[[ PROVIDED DATA, beginning ]]

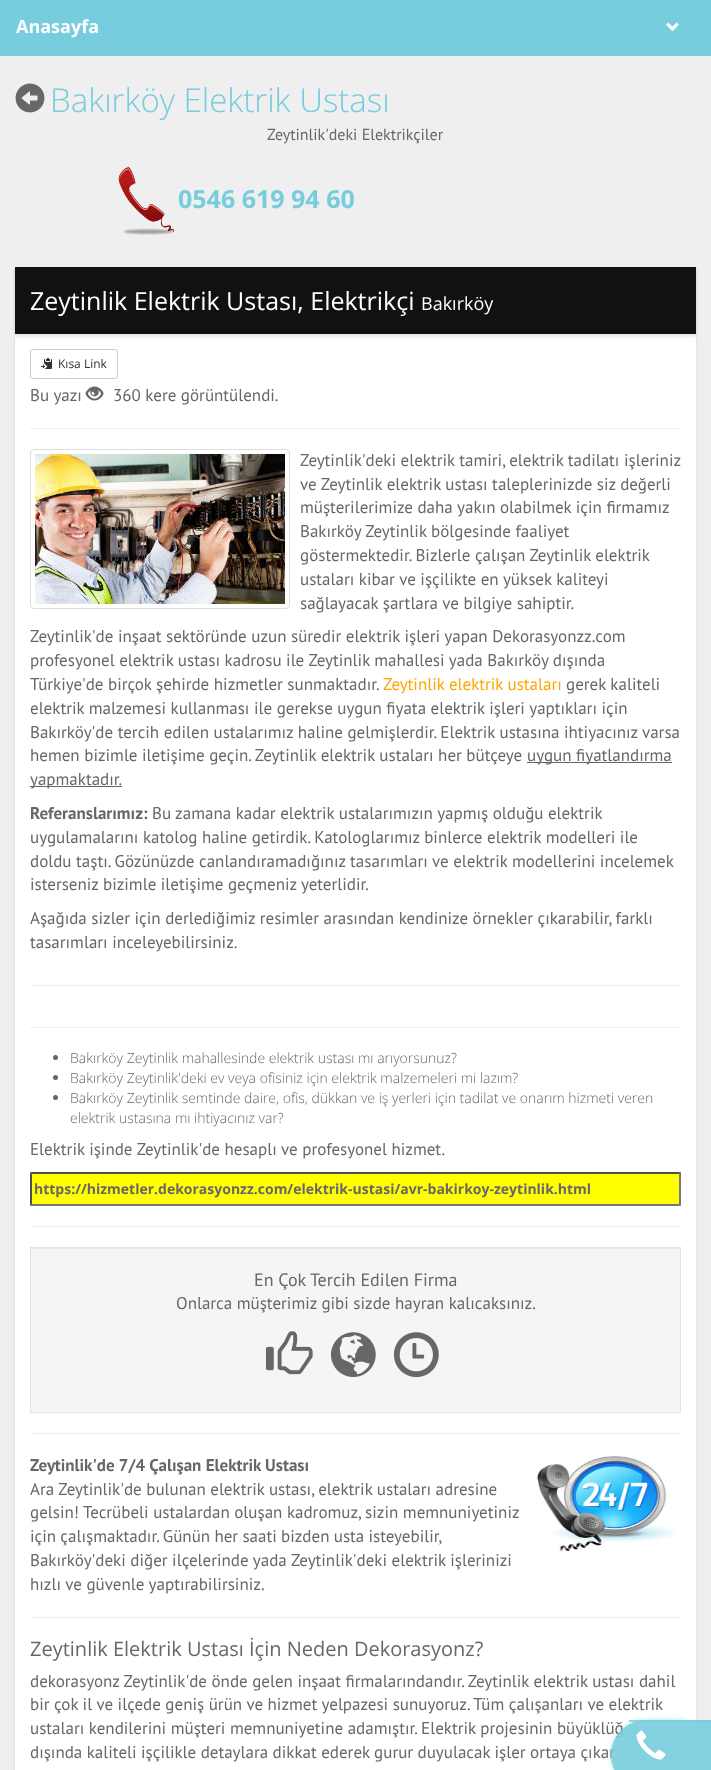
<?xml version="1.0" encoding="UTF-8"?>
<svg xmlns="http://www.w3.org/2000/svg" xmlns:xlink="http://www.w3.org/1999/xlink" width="711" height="1770">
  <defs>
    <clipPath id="clip1"><path d="M 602 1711 h 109 v 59 h -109 z m 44 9 h 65 v 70 h -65 c -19.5 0 -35 -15.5 -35 -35 c 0 -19.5 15.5 -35 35 -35 z" clip-rule="evenodd" /></clipPath>
  </defs>
  <rect width="100%" height="100%" fill="#efefef" />
  <rect width="711" height="56" fill="#77ccdd" />
  <image x="666" y="22" width="13" height="10" xlink:href="image1.png" />
  <image x="15" y="83" width="30" height="30" xlink:href="image2.png" />
  <image x="118" y="166" width="57" height="69" xlink:href="image3.png" />
  <rect x="15" y="270" width="681" height="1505" fill="#000000" fill-opacity="0.09" filter="blur(1.5px)" />
  <rect x="15" y="334" width="681" height="1436" fill="#ffffff" />
  <rect x="15" y="270" width="681" height="67" fill="#000000" fill-opacity="0.09" filter="blur(1.5px)" />
  <rect x="15" y="267" width="681" height="67" fill="#111111" />
  <rect x="30.5" y="349.5" width="87" height="29" rx="2.5" fill="none" stroke="#cccccc" />
  <image x="41" y="358" width="11" height="11" xlink:href="image4.png" />
  <image x="85" y="386" width="19" height="15" xlink:href="image5.png" />
  <rect x="30" y="428" width="651" height="1" fill="#eeeeee" />
  <rect x="30.5" y="449.5" width="259" height="159" rx="3.5" fill="none" stroke="#dddddd" />
  <image x="35" y="454" width="250" height="150" xlink:href="image6.png" />
  <rect x="527" y="762" width="145" height="1" fill="#676767" />
  <rect x="30" y="786" width="92" height="1" fill="#676767" />
  <rect x="30" y="985" width="651" height="1" fill="#eeeeee" />
  <rect x="30" y="1027" width="651" height="1" fill="#eeeeee" />
  <circle cx="55.5" cy="1057.5" r="2.5" fill="#676767" />
  <circle cx="55.5" cy="1077.5" r="2.5" fill="#676767" />
  <circle cx="55.5" cy="1097.5" r="2.5" fill="#676767" />
  <rect x="30" y="1172" width="651" height="34" fill="#ffff00" />
  <path d="M 30 1172 h 651 l -2 2 h -647 z" fill="#4f4f4f" />
  <path d="M 681 1172 v 34 l -2 -2 v -30 z" fill="#767676" />
  <path d="M 681 1206 h -651 l 2 -2 h 647 z" fill="#767676" />
  <path d="M 30 1206 v -34 l 2 2 v 30 z" fill="#4f4f4f" />
  <rect x="30" y="1226" width="651" height="1" fill="#eeeeee" />
  <rect x="31" y="1249" width="649" height="163" fill="#f5f5f5" />
  <rect x="31" y="1248" width="649" height="1" fill="#e9e9e9" />
  <rect x="30.5" y="1247.5" width="650" height="165" fill="none" stroke="#e3e3e3" />
  <image x="266" y="1331" width="47" height="44" xlink:href="image7.png" />
  <image x="330" y="1332" width="46" height="46" xlink:href="image8.png" />
  <image x="393" y="1332" width="46" height="46" xlink:href="image9.png" />
  <rect x="30" y="1433" width="651" height="1" fill="#eeeeee" />
  <image x="535" y="1456" width="143" height="96" xlink:href="image10.png" />
  <rect x="30" y="1617" width="651" height="1" fill="#eeeeee" />
  <g clip-path="url(#clip1)">
    <rect x="611" y="1720" width="100" height="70" rx="35" fill="#77ccdd" fill-opacity="0.6" filter="blur(2.5px)" />
  </g>
  <text x="16" y="33" style="font-family: Open Sans; font-size: 18px; font-weight: bold; fill: #ffffff">Anasayfa</text>
  <text x="50" y="112" style="font-family: Open Sans; font-size: 33px; font-weight: 300; fill: #77ccdd">Bakırköy Elektrik Ustası</text>
  <text x="267" y="140" style="font-family: PT Sans; font-size: 16px; fill: #676767">Zeytinlik'deki Elektrikçiler</text>
  <text x="178" y="208" style="font-family: Open Sans; font-size: 25px; font-weight: bold; fill: #77ccdd">0546 619 94 60</text>
  <text x="30" y="310" style="font-family: Open Sans; font-size: 25px; fill: #ffffff">Zeytinlik Elektrik Ustası, Elektrikçi</text>
  <text x="421" y="310" style="font-family: Open Sans; font-size: 18px; fill: #ffffff">Bakırköy</text>
  <text x="58" y="368" style="font-family: Open Sans; font-size: 12px; fill: #333333">Kısa Link</text>
  <text x="30" y="401" style="font-family: PT Sans; font-size: 17px; fill: #676767">Bu yazı</text>
  <text x="113" y="401" style="font-family: PT Sans; font-size: 17px; fill: #676767">360 kere görüntülendi.</text>
  <text x="300" y="466" style="font-family: PT Sans; font-size: 17px; fill: #676767">Zeytinlik'deki elektrik tamiri, elektrik tadilatı işleriniz</text>
  <text x="300" y="490" style="font-family: PT Sans; font-size: 17px; fill: #676767">ve Zeytinlik elektrik ustası taleplerinizde siz değerli</text>
  <text x="300" y="513" style="font-family: PT Sans; font-size: 17px; fill: #676767">müşterilerimize daha yakın olabilmek için firmamız</text>
  <text x="300" y="537" style="font-family: PT Sans; font-size: 17px; fill: #676767">Bakırköy Zeytinlik bölgesinde faaliyet</text>
  <text x="300" y="561" word-spacing="-0.1" style="font-family: PT Sans; font-size: 17px; fill: #676767">göstermektedir. Bizlerle çalışan Zeytinlik elektrik</text>
  <text x="300" y="585" style="font-family: PT Sans; font-size: 17px; fill: #676767">ustaları kibar ve işçilikte en yüksek kaliteyi</text>
  <text x="300" y="609" style="font-family: PT Sans; font-size: 17px; fill: #676767">sağlayacak şartlara ve bilgiye sahiptir.</text>
  <text x="30" y="642" style="font-family: PT Sans; font-size: 17px; fill: #676767">Zeytinlik'de inşaat sektöründe uzun süredir elektrik işleri yapan Dekorasyonzz.com</text>
  <text x="30" y="666" style="font-family: PT Sans; font-size: 17px; fill: #676767">profesyonel elektrik ustası kadrosu ile Zeytinlik mahallesi yada Bakırköy dışında</text>
  <text x="30" y="690" style="font-family: PT Sans; font-size: 17px; fill: #676767">Türkiye'de birçok şehirde hizmetler sunmaktadır.</text>
  <text x="383" y="690" style="font-family: PT Sans; font-size: 17px; fill: #ffa500">Zeytinlik elektrik ustaları</text>
  <text x="566" y="690" style="font-family: PT Sans; font-size: 17px; fill: #676767">gerek kaliteli</text>
  <text x="30" y="714" style="font-family: PT Sans; font-size: 17px; fill: #676767">elektrik malzemesi kullanması ile gerekse uygun fiyata elektrik işleri yaptıkları için</text>
  <text x="30" y="738" style="font-family: PT Sans; font-size: 17px; fill: #676767">Bakırköy'de tercih edilen ustalarımız haline gelmişlerdir. Elektrik ustasına ihtiyacınız varsa</text>
  <text x="30" y="761" style="font-family: PT Sans; font-size: 17px; fill: #676767">hemen bizimle iletişime geçin. Zeytinlik elektrik ustaları her bütçeye</text>
  <text x="527" y="761" style="font-family: PT Sans; font-size: 17px; fill: #676767">uygun fiyatlandırma</text>
  <text x="30" y="785" style="font-family: PT Sans; font-size: 17px; fill: #676767">yapmaktadır.</text>
  <text x="30" y="819" style="font-family: PT Sans; font-size: 17px; font-weight: bold; fill: #676767">Referanslarımız:</text>
  <text x="152" y="819" style="font-family: PT Sans; font-size: 17px; fill: #676767">Bu zamana kadar elektrik ustalarımızın yapmış olduğu elektrik</text>
  <text x="30" y="843" style="font-family: PT Sans; font-size: 17px; fill: #676767">uygulamalarını katolog haline getirdik. Katologlarımız binlerce elektrik modelleri ile</text>
  <text x="30" y="867" style="font-family: PT Sans; font-size: 17px; fill: #676767">doldu taştı. Gözünüzde canlandıramadığınız tasarımları ve elektrik modellerini incelemek</text>
  <text x="30" y="890" style="font-family: PT Sans; font-size: 17px; fill: #676767">isterseniz bizimle iletişime geçmeniz yeterlidir.</text>
  <text x="30" y="924" style="font-family: PT Sans; font-size: 17px; fill: #676767">Aşağıda sizler için derlediğimiz resimler arasından kendinize örnekler çıkarabilir, farklı</text>
  <text x="30" y="948" style="font-family: PT Sans; font-size: 17px; fill: #676767">tasarımları inceleyebilirsiniz.</text>
  <text x="70" y="1063" style="font-family: Open Sans; font-size: 14px; font-weight: 300; fill: #676767">Bakırköy Zeytinlik mahallesinde elektrik ustası mı arıyorsunuz?</text>
  <text x="70" y="1083" style="font-family: Open Sans; font-size: 14px; font-weight: 300; fill: #676767">Bakırköy Zeytinlik'deki ev veya ofisiniz için elektrik malzemeleri mi lazım?</text>
  <text x="70" y="1103" style="font-family: Open Sans; font-size: 14px; font-weight: 300; fill: #676767">Bakırköy Zeytinlik semtinde daire, ofis, dükkan ve iş yerleri için tadilat ve onarım hizmeti veren</text>
  <text x="70" y="1123" style="font-family: Open Sans; font-size: 14px; font-weight: 300; fill: #676767">elektrik ustasına mı ihtiyacınız var?</text>
  <text x="30" y="1155" style="font-family: PT Sans; font-size: 17px; fill: #676767">Elektrik işinde Zeytinlik'de hesaplı ve profesyonel hizmet.</text>
  <text x="34" y="1194" style="font-family: Open Sans; font-size: 14px; font-weight: bold; fill: #676767">https://hizmetler.dekorasyonzz.com/elektrik-ustasi/avr-bakirkoy-zeytinlik.html</text>
  <text x="254" y="1286" style="font-family: PT Sans; font-size: 18px; fill: #676767">En Çok Tercih Edilen Firma</text>
  <text x="176" y="1309" style="font-family: PT Sans; font-size: 17px; fill: #676767">Onlarca müşterimiz gibi sizde hayran kalıcaksınız.</text>
  <text x="30" y="1471" style="font-family: PT Sans; font-size: 17px; font-weight: bold; fill: #676767">Zeytinlik'de 7/4 Çalışan Elektrik Ustası</text>
  <text x="30" y="1495" style="font-family: PT Sans; font-size: 17px; fill: #676767">Ara Zeytinlik'de bulunan elektrik ustası, elektrik ustaları adresine</text>
  <text x="30" y="1518" style="font-family: PT Sans; font-size: 17px; fill: #676767">gelsin! Tecrübeli ustalardan oluşan kadromuz, sizin memnuniyetiniz</text>
  <text x="30" y="1542" word-spacing="-0.25" style="font-family: PT Sans; font-size: 17px; fill: #676767">için çalışmaktadır. Günün her saati bizden usta isteyebilir,</text>
  <text x="30" y="1566" style="font-family: PT Sans; font-size: 17px; fill: #676767">Bakırköy'deki diğer ilçelerinde yada Zeytinlik'deki elektrik işlerinizi</text>
  <text x="30" y="1590" style="font-family: PT Sans; font-size: 17px; fill: #676767">hızlı ve güvenle yaptırabilirsiniz.</text>
  <text x="30" y="1656" style="font-family: Open Sans; font-size: 20px; fill: #676767">Zeytinlik Elektrik Ustası İçin Neden Dekorasyonz?</text>
  <text x="30" y="1687" style="font-family: PT Sans; font-size: 17px; fill: #676767">dekorasyonz Zeytinlik'de önde gelen inşaat firmalarındandır. Zeytinlik elektrik ustası dahil</text>
  <text x="30" y="1710" style="font-family: PT Sans; font-size: 17px; fill: #676767">bir çok il ve ilçede geniş ürün ve hizmet yelpazesi sunuyoruz. Tüm çalışanları ve elektrik</text>
  <text x="30" y="1734" style="font-family: PT Sans; font-size: 17px; fill: #676767">ustaları kendilerini müşteri memnuniyetine adamıştır. Elektrik projesinin büyüklüğ</text>
  <text x="30" y="1758" word-spacing="-0.1" style="font-family: PT Sans; font-size: 17px; fill: #676767">dışında kaliteli işçilikle detaylara dikkat ederek gurur duyulacak işler ortaya çıkar</text>
  <path d="M 646 1720 h 65 v 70 h -65 c -19.5 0 -35 -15.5 -35 -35 c 0 -19.5 15.5 -35 35 -35 z" fill="#77ccdd" fill-opacity="0.9" />
  <rect x="629" y="1720" width="82" height="2" fill="#77ccdd" fill-opacity="0.8" />
  <image x="636" y="1730" width="30" height="30" xlink:href="image11.png" />
</svg>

[[ PROVIDED DATA, end ]]

→ PROBLEM: List all lines from the entries that include the word "dışında".

→ ANSWER:
  <text x="30" y="666" style="font-family: PT Sans; font-size: 17px; fill: #676767">profesyonel elektrik ustası kadrosu ile Zeytinlik mahallesi yada Bakırköy dışında</text>
  <text x="30" y="1758" word-spacing="-0.1" style="font-family: PT Sans; font-size: 17px; fill: #676767">dışında kaliteli işçilikle detaylara dikkat ederek gurur duyulacak işler ortaya çıkar</text>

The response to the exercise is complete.